Work required:
Would you please set down the data again exactly as given, excluding the pictures?

Data in this exercise:
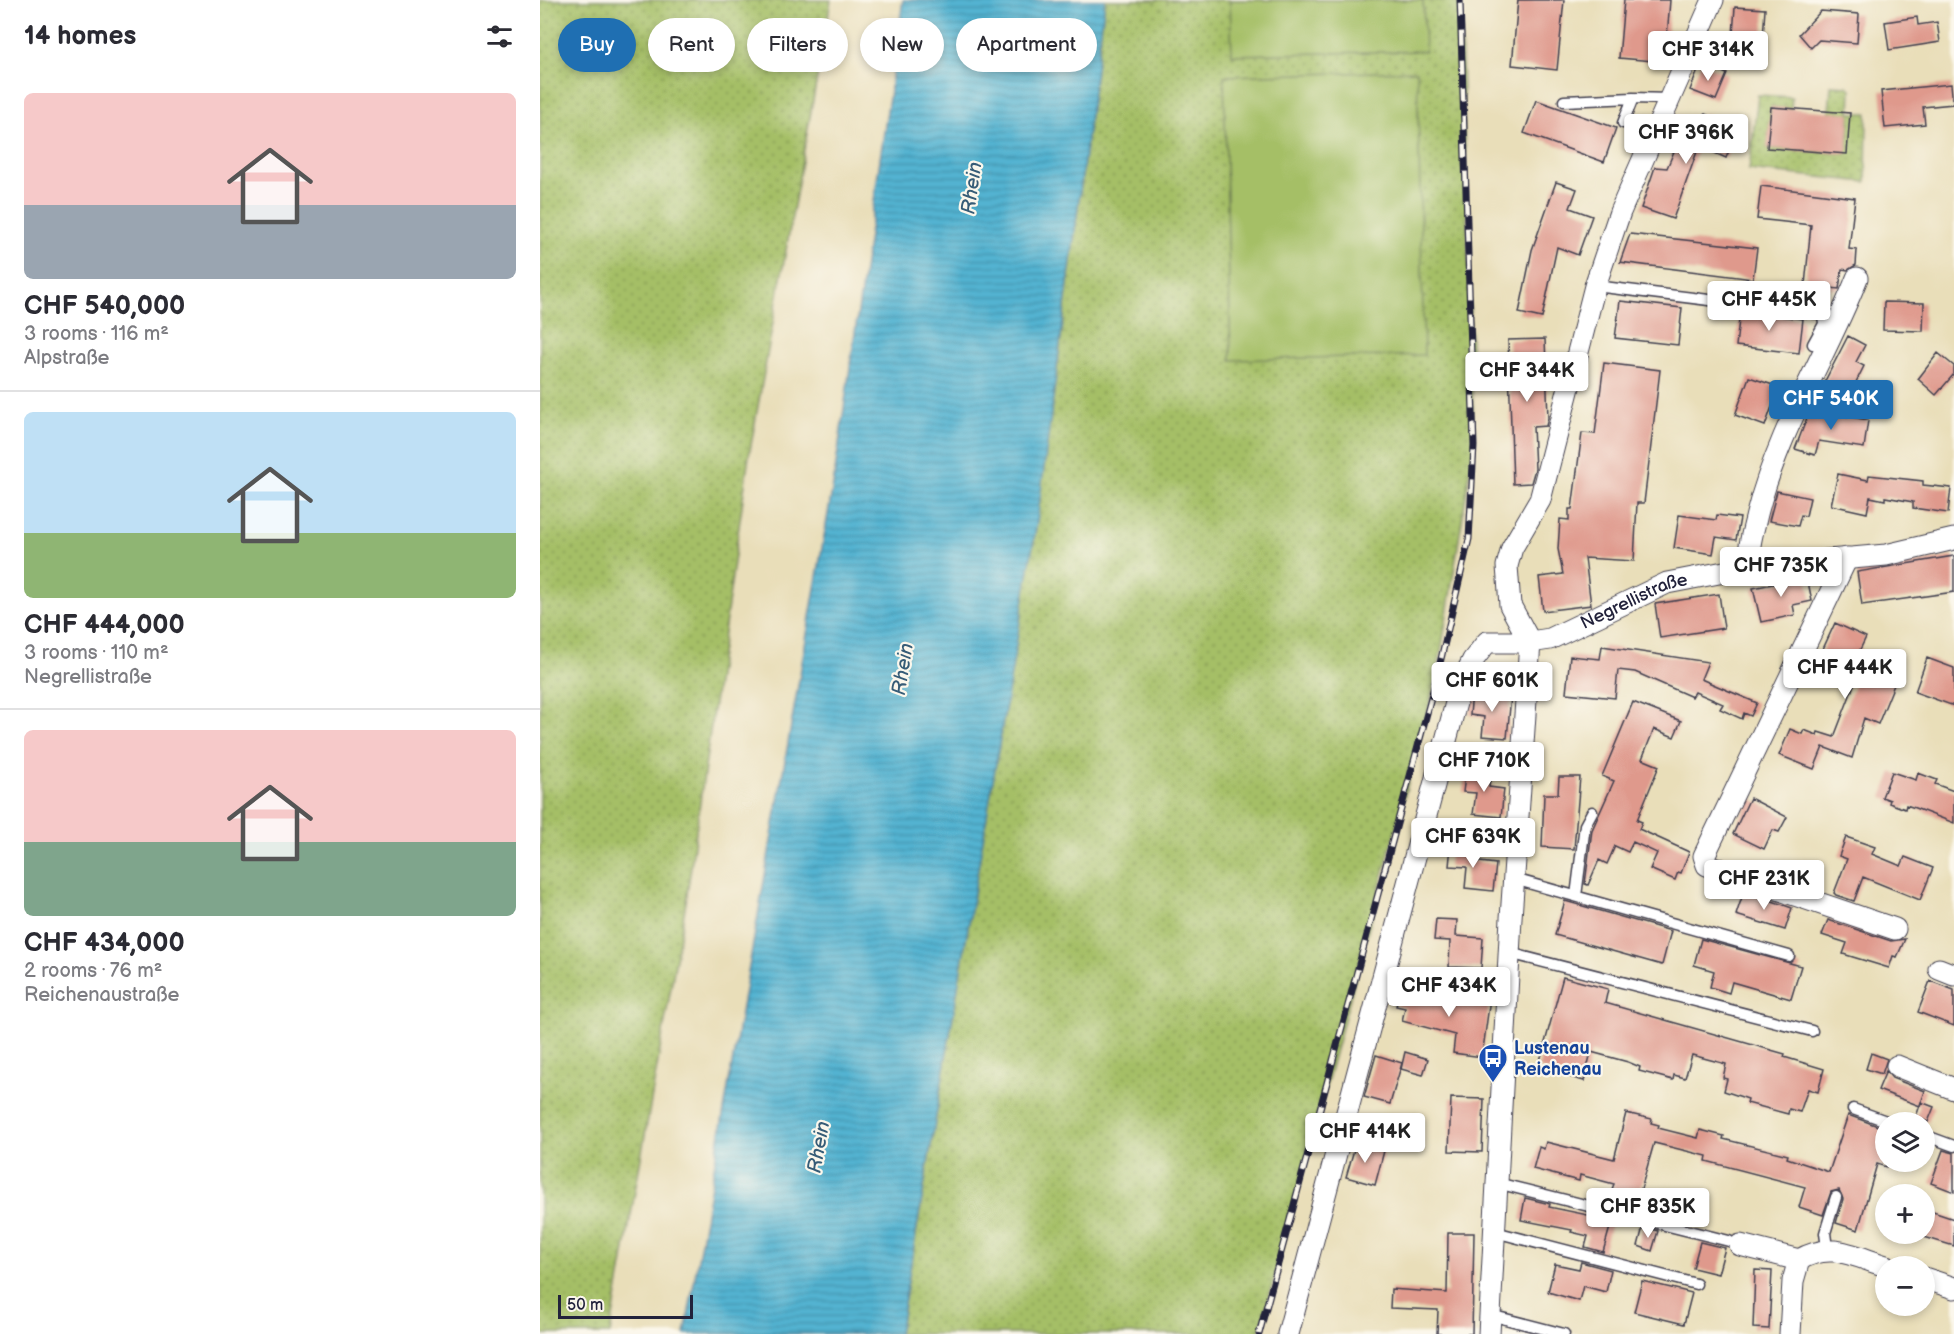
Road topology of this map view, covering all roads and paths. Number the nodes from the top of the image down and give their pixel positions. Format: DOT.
graph roads {
  1 [pos="1713,0"];
  2 [pos="1633,98"];
  3 [pos="1669,99"];
  4 [pos="1564,101"];
  5 [pos="1623,123"];
  6 [pos="1857,278"];
  7 [pos="1595,286"];
  8 [pos="1813,344"];
  9 [pos="1954,539"];
  10 [pos="1847,558"];
  11 [pos="1750,567"];
  12 [pos="1530,642"];
  13 [pos="1592,812"];
  14 [pos="1514,879"];
  15 [pos="1576,896"];
  16 [pos="1895,929"];
  17 [pos="1509,952"];
  18 [pos="1789,957"];
  19 [pos="1812,1031"];
  20 [pos="1897,1066"];
  21 [pos="1954,1089"];
  22 [pos="1853,1109"];
  23 [pos="1875,1117"];
  24 [pos="1935,1139"];
  25 [pos="1954,1146"];
  26 [pos="1497,1183"];
  27 [pos="1836,1197"];
  28 [pos="1495,1232"];
  29 [pos="1735,1243"];
  30 [pos="1827,1248"];
  31 [pos="1798,1260"];
  32 [pos="1875,1263"];
  33 [pos="1935,1282"];
  34 [pos="1696,1284"];
  35 [pos="1954,1288"];
  36 [pos="1490,1325"];
  37 [pos="1288,1334"];
  38 [pos="1564,1334"];
  39 [pos="1790,1334"];
  1 -- 3 [label="street"];
  2 -- 3 [label="lane"];
  2 -- 4 [label="lane"];
  2 -- 5 [label="lane"];
  3 -- 7 [label="street"];
  6 -- 11 [label="street"];
  7 -- 8 [label="lane"];
  7 -- 12 [label="street"];
  9 -- 10 [label="street, Negrellistraße"];
  10 -- 11 [label="street, Negrellistraße"];
  10 -- 16 [label="street"];
  11 -- 12 [label="street, Negrellistraße"];
  12 -- 14 [label="street"];
  12 -- 37 [label="street, Negrellistraße"];
  13 -- 15 [label="lane"];
  14 -- 15 [label="lane"];
  14 -- 17 [label="street"];
  15 -- 18 [label="lane"];
  17 -- 19 [label="lane"];
  17 -- 26 [label="street"];
  20 -- 21 [label="street"];
  22 -- 23 [label="lane"];
  24 -- 25 [label="lane"];
  26 -- 28 [label="street"];
  26 -- 29 [label="lane"];
  27 -- 30 [label="lane"];
  28 -- 34 [label="lane"];
  28 -- 36 [label="street"];
  29 -- 31 [label="street"];
  30 -- 31 [label="street"];
  30 -- 32 [label="street"];
  31 -- 39 [label="street"];
  33 -- 35 [label="street"];
  36 -- 38 [label="lane"];
}
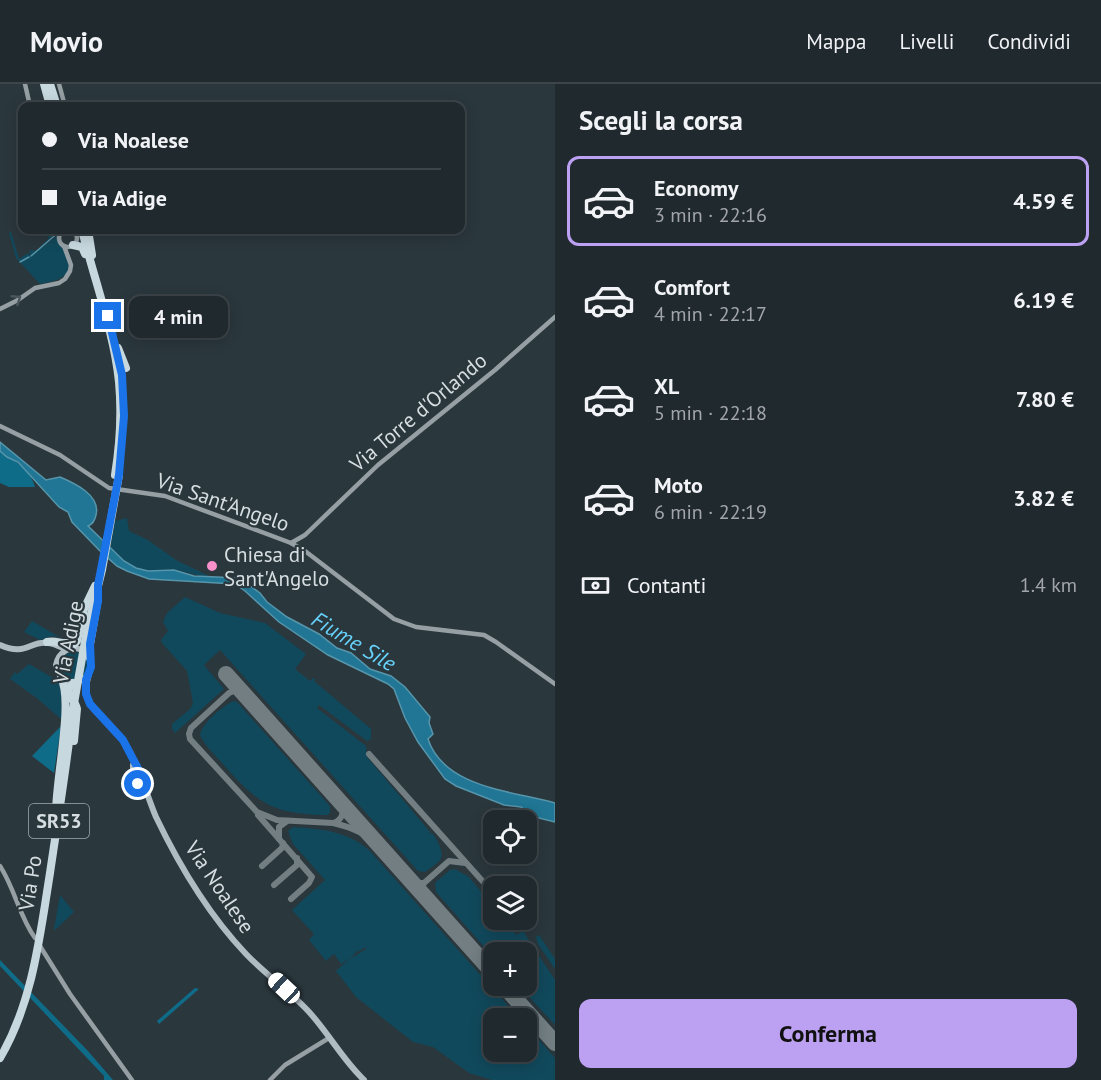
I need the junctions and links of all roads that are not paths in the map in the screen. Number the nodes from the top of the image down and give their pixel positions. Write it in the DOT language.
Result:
graph roads {
  1 [pos="25,84"];
  2 [pos="47,84"];
  3 [pos="59,84"];
  4 [pos="29,102"];
  5 [pos="52,102"];
  6 [pos="64,102"];
  7 [pos="60,234"];
  8 [pos="75,234"];
  9 [pos="86,234"];
  10 [pos="86,234"];
  11 [pos="70,246"];
  12 [pos="94,279"];
  13 [pos="0,309"];
  14 [pos="555,317"];
  15 [pos="114,339"];
  16 [pos="126,368"];
  17 [pos="116,394"];
  18 [pos="121,424"];
  19 [pos="0,426"];
  20 [pos="117,475"];
  21 [pos="296,542"];
  22 [pos="96,586"];
  23 [pos="78,633"];
  24 [pos="47,642"];
  25 [pos="0,645"];
  26 [pos="69,649"];
  27 [pos="12,650"];
  28 [pos="90,658"];
  29 [pos="57,660"];
  30 [pos="87,676"];
  31 [pos="61,678"];
  32 [pos="74,683"];
  33 [pos="555,684"];
  34 [pos="87,704"];
  35 [pos="74,709"];
  36 [pos="139,778"];
  37 [pos="57,818"];
  38 [pos="0,866"];
  39 [pos="35,939"];
  40 [pos="40,946"];
  41 [pos="329,1038"];
  42 [pos="0,1051"];
  43 [pos="0,1058"];
  44 [pos="132,1080"];
  45 [pos="270,1080"];
  46 [pos="364,1080"];
  1 -- 4 [label="street"];
  2 -- 5 [label="highway"];
  3 -- 6 [label="street"];
  7 -- 11 [label="street"];
  8 -- 11 [label="street"];
  9 -- 15 [label="highway, Via Adige / SR53"];
  10 -- 12 [label="highway, Via Adige / SR53"];
  11 -- 12 [label="highway"];
  13 -- 11 [label="street, one-way"];
  12 -- 18 [label="highway, Via Adige / SR53"];
  14 -- 21 [label="street, Via Torre d'Orlando"];
  15 -- 16 [label="highway"];
  15 -- 20 [label="highway, Via Adige / SR53"];
  17 -- 18 [label="highway"];
  18 -- 20 [label="highway, Via Adige / SR53"];
  19 -- 21 [label="street, Via Sant'Angelo"];
  20 -- 22 [label="highway, Via Adige / SR53, bridge"];
  21 -- 33 [label="street, Via Sant'Angelo"];
  22 -- 23 [label="highway"];
  22 -- 28 [label="highway, bridge"];
  22 -- 35 [label="highway, Via Adige / SR53, bridge"];
  23 -- 24 [label="highway"];
  23 -- 26 [label="highway"];
  24 -- 26 [label="main road"];
  24 -- 27 [label="main road"];
  25 -- 27 [label="main road"];
  26 -- 28 [label="main road"];
  26 -- 29 [label="main road"];
  27 -- 29 [label="main road"];
  28 -- 30 [label="main road, Via Noalese"];
  29 -- 31 [label="main road"];
  30 -- 32 [label="main road"];
  30 -- 36 [label="main road, Via Noalese"];
  31 -- 32 [label="main road"];
  31 -- 37 [label="highway"];
  32 -- 34 [label="main road, Via Noalese"];
  32 -- 35 [label="highway"];
  34 -- 35 [label="highway"];
  34 -- 36 [label="main road, Via Noalese"];
  35 -- 37 [label="highway, Via Po / SR53"];
  36 -- 41 [label="main road, Via Noalese"];
  37 -- 42 [label="highway, Via Po / SR53"];
  37 -- 43 [label="highway, Via Po / SR53"];
  38 -- 39 [label="street"];
  40 -- 44 [label="street"];
  41 -- 45 [label="street"];
  41 -- 46 [label="main road, Via Noalese"];
}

Response to the exercise:
Road topology of this map view, covering all roads and paths. Number the nodes from the top of the image down and give their pixel positions. Format: DOT.
graph roads {
  1 [pos="1713,0"];
  2 [pos="1633,98"];
  3 [pos="1669,99"];
  4 [pos="1564,101"];
  5 [pos="1623,123"];
  6 [pos="1857,278"];
  7 [pos="1595,286"];
  8 [pos="1813,344"];
  9 [pos="1954,539"];
  10 [pos="1847,558"];
  11 [pos="1750,567"];
  12 [pos="1530,642"];
  13 [pos="1592,812"];
  14 [pos="1514,879"];
  15 [pos="1576,896"];
  16 [pos="1895,929"];
  17 [pos="1509,952"];
  18 [pos="1789,957"];
  19 [pos="1812,1031"];
  20 [pos="1897,1066"];
  21 [pos="1954,1089"];
  22 [pos="1853,1109"];
  23 [pos="1875,1117"];
  24 [pos="1935,1139"];
  25 [pos="1954,1146"];
  26 [pos="1497,1183"];
  27 [pos="1836,1197"];
  28 [pos="1495,1232"];
  29 [pos="1735,1243"];
  30 [pos="1827,1248"];
  31 [pos="1798,1260"];
  32 [pos="1875,1263"];
  33 [pos="1935,1282"];
  34 [pos="1696,1284"];
  35 [pos="1954,1288"];
  36 [pos="1490,1325"];
  37 [pos="1288,1334"];
  38 [pos="1564,1334"];
  39 [pos="1790,1334"];
  1 -- 3 [label="street"];
  2 -- 3 [label="lane"];
  2 -- 4 [label="lane"];
  2 -- 5 [label="lane"];
  3 -- 7 [label="street"];
  6 -- 11 [label="street"];
  7 -- 8 [label="lane"];
  7 -- 12 [label="street"];
  9 -- 10 [label="street, Negrellistraße"];
  10 -- 11 [label="street, Negrellistraße"];
  10 -- 16 [label="street"];
  11 -- 12 [label="street, Negrellistraße"];
  12 -- 14 [label="street"];
  12 -- 37 [label="street, Negrellistraße"];
  13 -- 15 [label="lane"];
  14 -- 15 [label="lane"];
  14 -- 17 [label="street"];
  15 -- 18 [label="lane"];
  17 -- 19 [label="lane"];
  17 -- 26 [label="street"];
  20 -- 21 [label="street"];
  22 -- 23 [label="lane"];
  24 -- 25 [label="lane"];
  26 -- 28 [label="street"];
  26 -- 29 [label="lane"];
  27 -- 30 [label="lane"];
  28 -- 34 [label="lane"];
  28 -- 36 [label="street"];
  29 -- 31 [label="street"];
  30 -- 31 [label="street"];
  30 -- 32 [label="street"];
  31 -- 39 [label="street"];
  33 -- 35 [label="street"];
  36 -- 38 [label="lane"];
}
I need the junctions and links of all roads that are not paths in the map in the screen. Number the nodes from the top of the image down and give their pixel positions. Write it in the DOT language.
Result:
graph roads {
  1 [pos="25,84"];
  2 [pos="47,84"];
  3 [pos="59,84"];
  4 [pos="29,102"];
  5 [pos="52,102"];
  6 [pos="64,102"];
  7 [pos="60,234"];
  8 [pos="75,234"];
  9 [pos="86,234"];
  10 [pos="86,234"];
  11 [pos="70,246"];
  12 [pos="94,279"];
  13 [pos="0,309"];
  14 [pos="555,317"];
  15 [pos="114,339"];
  16 [pos="126,368"];
  17 [pos="116,394"];
  18 [pos="121,424"];
  19 [pos="0,426"];
  20 [pos="117,475"];
  21 [pos="296,542"];
  22 [pos="96,586"];
  23 [pos="78,633"];
  24 [pos="47,642"];
  25 [pos="0,645"];
  26 [pos="69,649"];
  27 [pos="12,650"];
  28 [pos="90,658"];
  29 [pos="57,660"];
  30 [pos="87,676"];
  31 [pos="61,678"];
  32 [pos="74,683"];
  33 [pos="555,684"];
  34 [pos="87,704"];
  35 [pos="74,709"];
  36 [pos="139,778"];
  37 [pos="57,818"];
  38 [pos="0,866"];
  39 [pos="35,939"];
  40 [pos="40,946"];
  41 [pos="329,1038"];
  42 [pos="0,1051"];
  43 [pos="0,1058"];
  44 [pos="132,1080"];
  45 [pos="270,1080"];
  46 [pos="364,1080"];
  1 -- 4 [label="street"];
  2 -- 5 [label="highway"];
  3 -- 6 [label="street"];
  7 -- 11 [label="street"];
  8 -- 11 [label="street"];
  9 -- 15 [label="highway, Via Adige / SR53"];
  10 -- 12 [label="highway, Via Adige / SR53"];
  11 -- 12 [label="highway"];
  13 -- 11 [label="street, one-way"];
  12 -- 18 [label="highway, Via Adige / SR53"];
  14 -- 21 [label="street, Via Torre d'Orlando"];
  15 -- 16 [label="highway"];
  15 -- 20 [label="highway, Via Adige / SR53"];
  17 -- 18 [label="highway"];
  18 -- 20 [label="highway, Via Adige / SR53"];
  19 -- 21 [label="street, Via Sant'Angelo"];
  20 -- 22 [label="highway, Via Adige / SR53, bridge"];
  21 -- 33 [label="street, Via Sant'Angelo"];
  22 -- 23 [label="highway"];
  22 -- 28 [label="highway, bridge"];
  22 -- 35 [label="highway, Via Adige / SR53, bridge"];
  23 -- 24 [label="highway"];
  23 -- 26 [label="highway"];
  24 -- 26 [label="main road"];
  24 -- 27 [label="main road"];
  25 -- 27 [label="main road"];
  26 -- 28 [label="main road"];
  26 -- 29 [label="main road"];
  27 -- 29 [label="main road"];
  28 -- 30 [label="main road, Via Noalese"];
  29 -- 31 [label="main road"];
  30 -- 32 [label="main road"];
  30 -- 36 [label="main road, Via Noalese"];
  31 -- 32 [label="main road"];
  31 -- 37 [label="highway"];
  32 -- 34 [label="main road, Via Noalese"];
  32 -- 35 [label="highway"];
  34 -- 35 [label="highway"];
  34 -- 36 [label="main road, Via Noalese"];
  35 -- 37 [label="highway, Via Po / SR53"];
  36 -- 41 [label="main road, Via Noalese"];
  37 -- 42 [label="highway, Via Po / SR53"];
  37 -- 43 [label="highway, Via Po / SR53"];
  38 -- 39 [label="street"];
  40 -- 44 [label="street"];
  41 -- 45 [label="street"];
  41 -- 46 [label="main road, Via Noalese"];
}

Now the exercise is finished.